One thing that was interesting is that the book has been released in Japan and it's doing really well there. I think it's [00:04:00] like their number one illustrated children's book at the moment, which is exciting. I did an interview with the publisher, and she was like, "Well, in America, you guys must just be really great at setting boundaries, because we're actually really terrible about it. It's rude to say no, and so nobody ever really wants to do it." I was like, "No, we're actually also terrible." Even though we're so-- we cross everyone's boundaries all the time.
We also, I think culturally, aren't particularly good at straightforward communication about things that are so culturally and socially difficult to like, "Actually, that's not for me. I don't want to do that." I think part of the book too is even though you want to practise that whole boundary setting process, if you can't do it-- There are some people who really struggle with that-- it is still not your fault. [chuckles]
If somebody crosses your boundaries because you really do need to consent enthusiastically in order for that to be okay, and so the fact that you didn't, I think that's such an issue with #MeToo era stuff is if there isn't-- Why didn't this person punch him in the face, or go crazy, or whatever? It's fight or flight, but it's also freeze, and a lot of people do freeze in situations where they're made uncomfortable. Recognizing that in other people but also in ourselves, it means that we don't have to take blame for when we weren't able to set that boundary, that things are true.
Tayla: Definitely.
Martha: Well, I have to say my favorite part about this book is that it's written for kids, and that it's written for kids in a format that they're going to be excited about and enjoy. I think having a graphic Novel E type of format really makes it easy to express some of these things that are hard to talk about in words, and especially adult words that kids might not be familiar with yet.
The [00:06:00] thing that I see a lot as a youth services librarian is books for adults about how to teach their kids consent. While those books are valuable, and I think obviously they need to be written, I really appreciate a book that is aimed directly at children, telling them how to deal with the situations in their everyday life that they're actually going to be experiencing, and not having it see this abstract ideological discussion whether or not people should have the ability to cross other people's boundaries, right? That's not the discussion.
I really appreciate this book, and I'm really excited about your other book too because I think kids will feel empowered through their ability to read about something and do something about it on their own. A kid can learn about this without an adult, and I think that's wonderful.
Rachel: Before the book was written, I have a video called Consent For Kids also that made its way around globally. As an animator, one of the things that my studio is known for is just being a bit silly about things that are difficult topics without being non-respectful. I think one of the things that was fun about writing the book was coming up with scenarios or ideas that illustrate points that were also really silly.

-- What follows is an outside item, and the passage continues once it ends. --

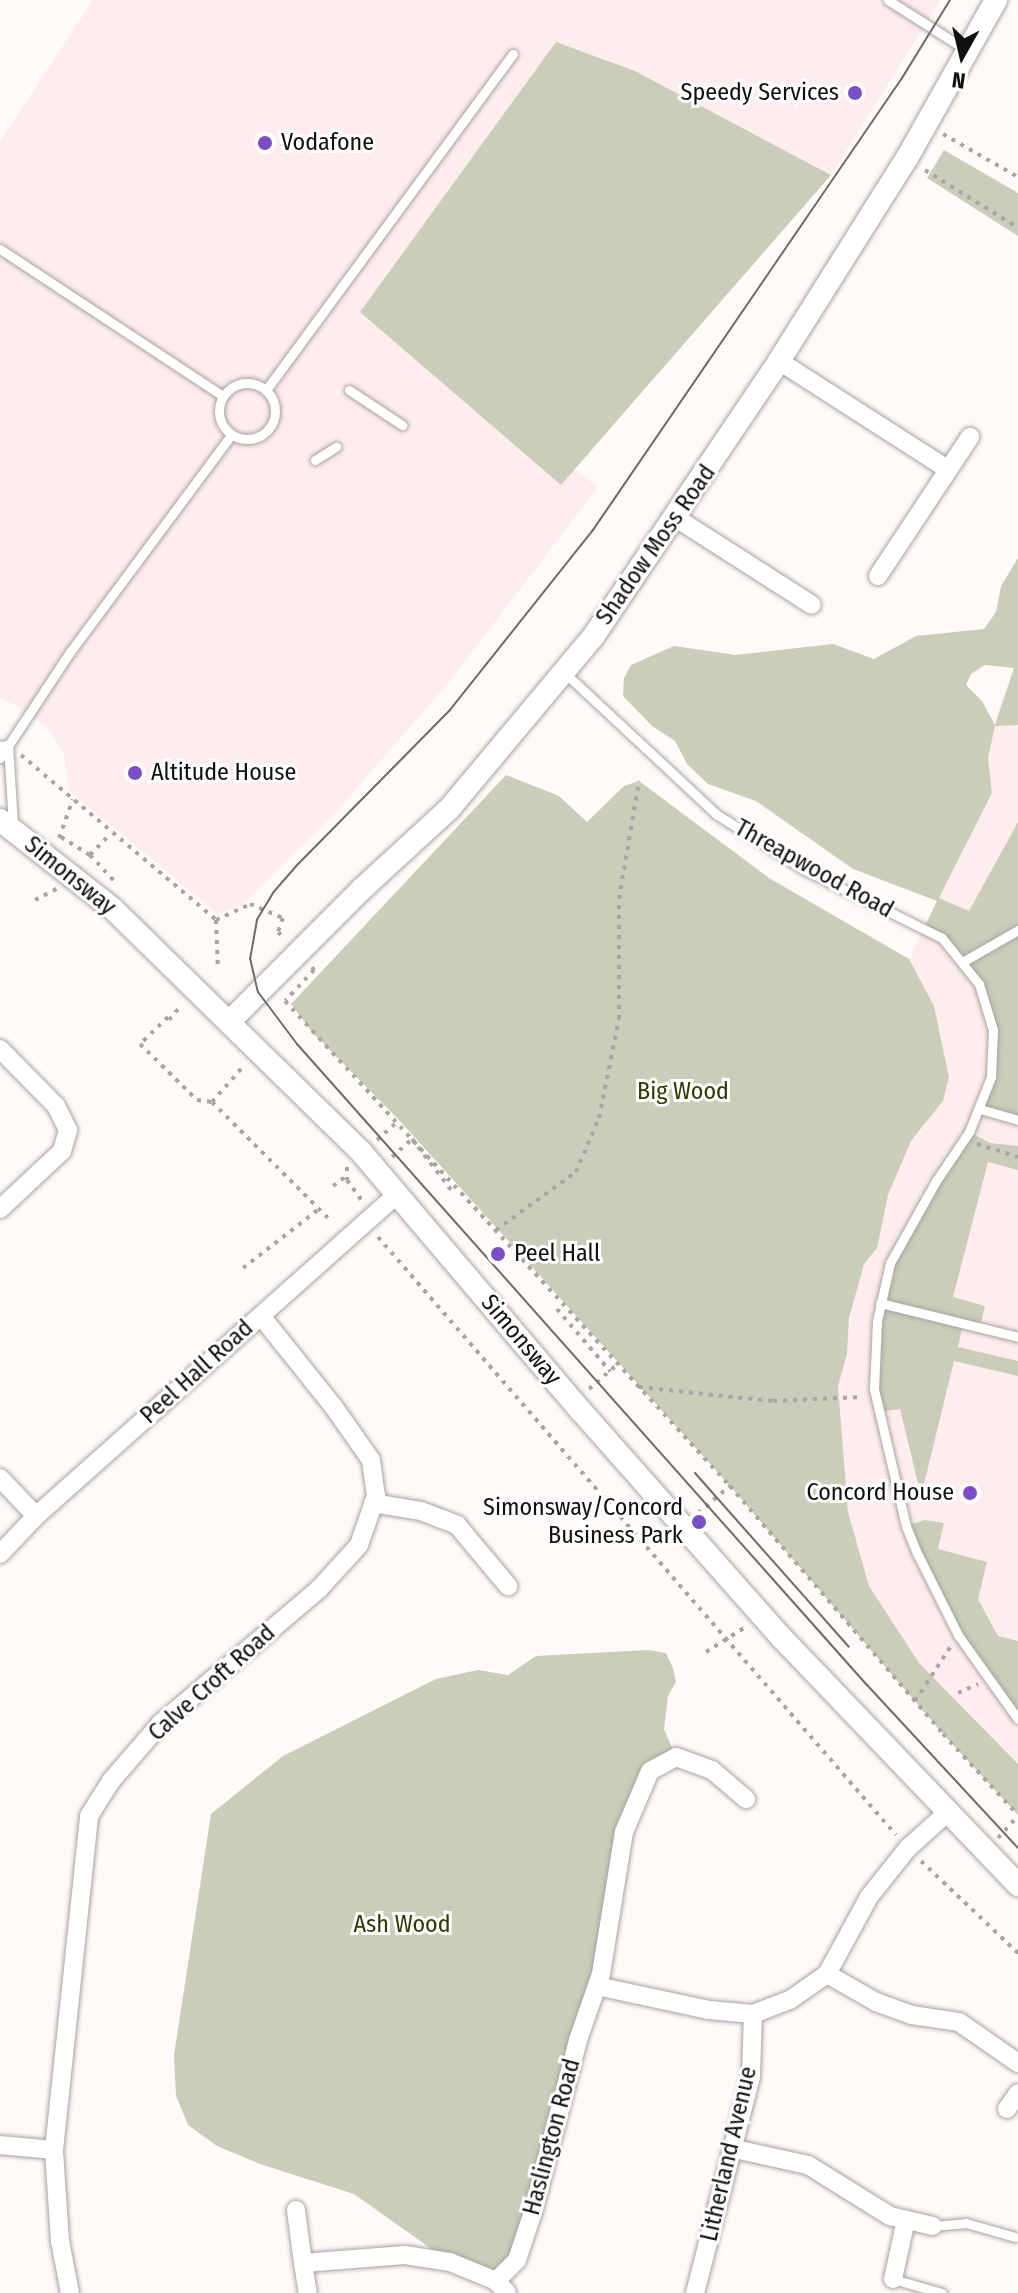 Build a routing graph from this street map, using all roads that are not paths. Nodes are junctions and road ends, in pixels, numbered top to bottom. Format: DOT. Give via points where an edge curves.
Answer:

I really don't like those preachy type things that are like, "Billy was a little boy," and, "This is what you should do." It's like a whole moral play on whatever. That's just not my jam. I feel like kids should go, and it should be super straightforward, and just silly and fun. You're like, "Oh yes, sometimes people might cross your boundary," and that is their fault. Okay. Moving on. I think the underlying ideas are ones that don't get across. I don't know if you know that the genesis of the video was this incident that had occurred.
My studio is most well known for the video, Tea Consent, which many people have seen. [00:08:00] Shortly after that video came out and it had it's general moment, my daughter came home from first grade and she looked really glum. I asked her what had happened. She didn't really want to talk about it. She was so down. Eventually she said, "Mom, some kid kissed me today." I was like, "Basically, was that welcomed? Was that something that you wanted to happen?" She was like, "No, because I'm not even friends with this person. I was so upset, and it was really just so mean and terrible."
I said, "Well, did you tell the teacher?" She said, "No, I was really embarrassed. I just put my head down. I wish the day would be over, and I never want to go back to school again." I said, "Well, did you tell the kid, 'I don't like that.'"? She was like, "No, I was just surprised." She didn't really know what to do about the whole thing. She was embarrassed also.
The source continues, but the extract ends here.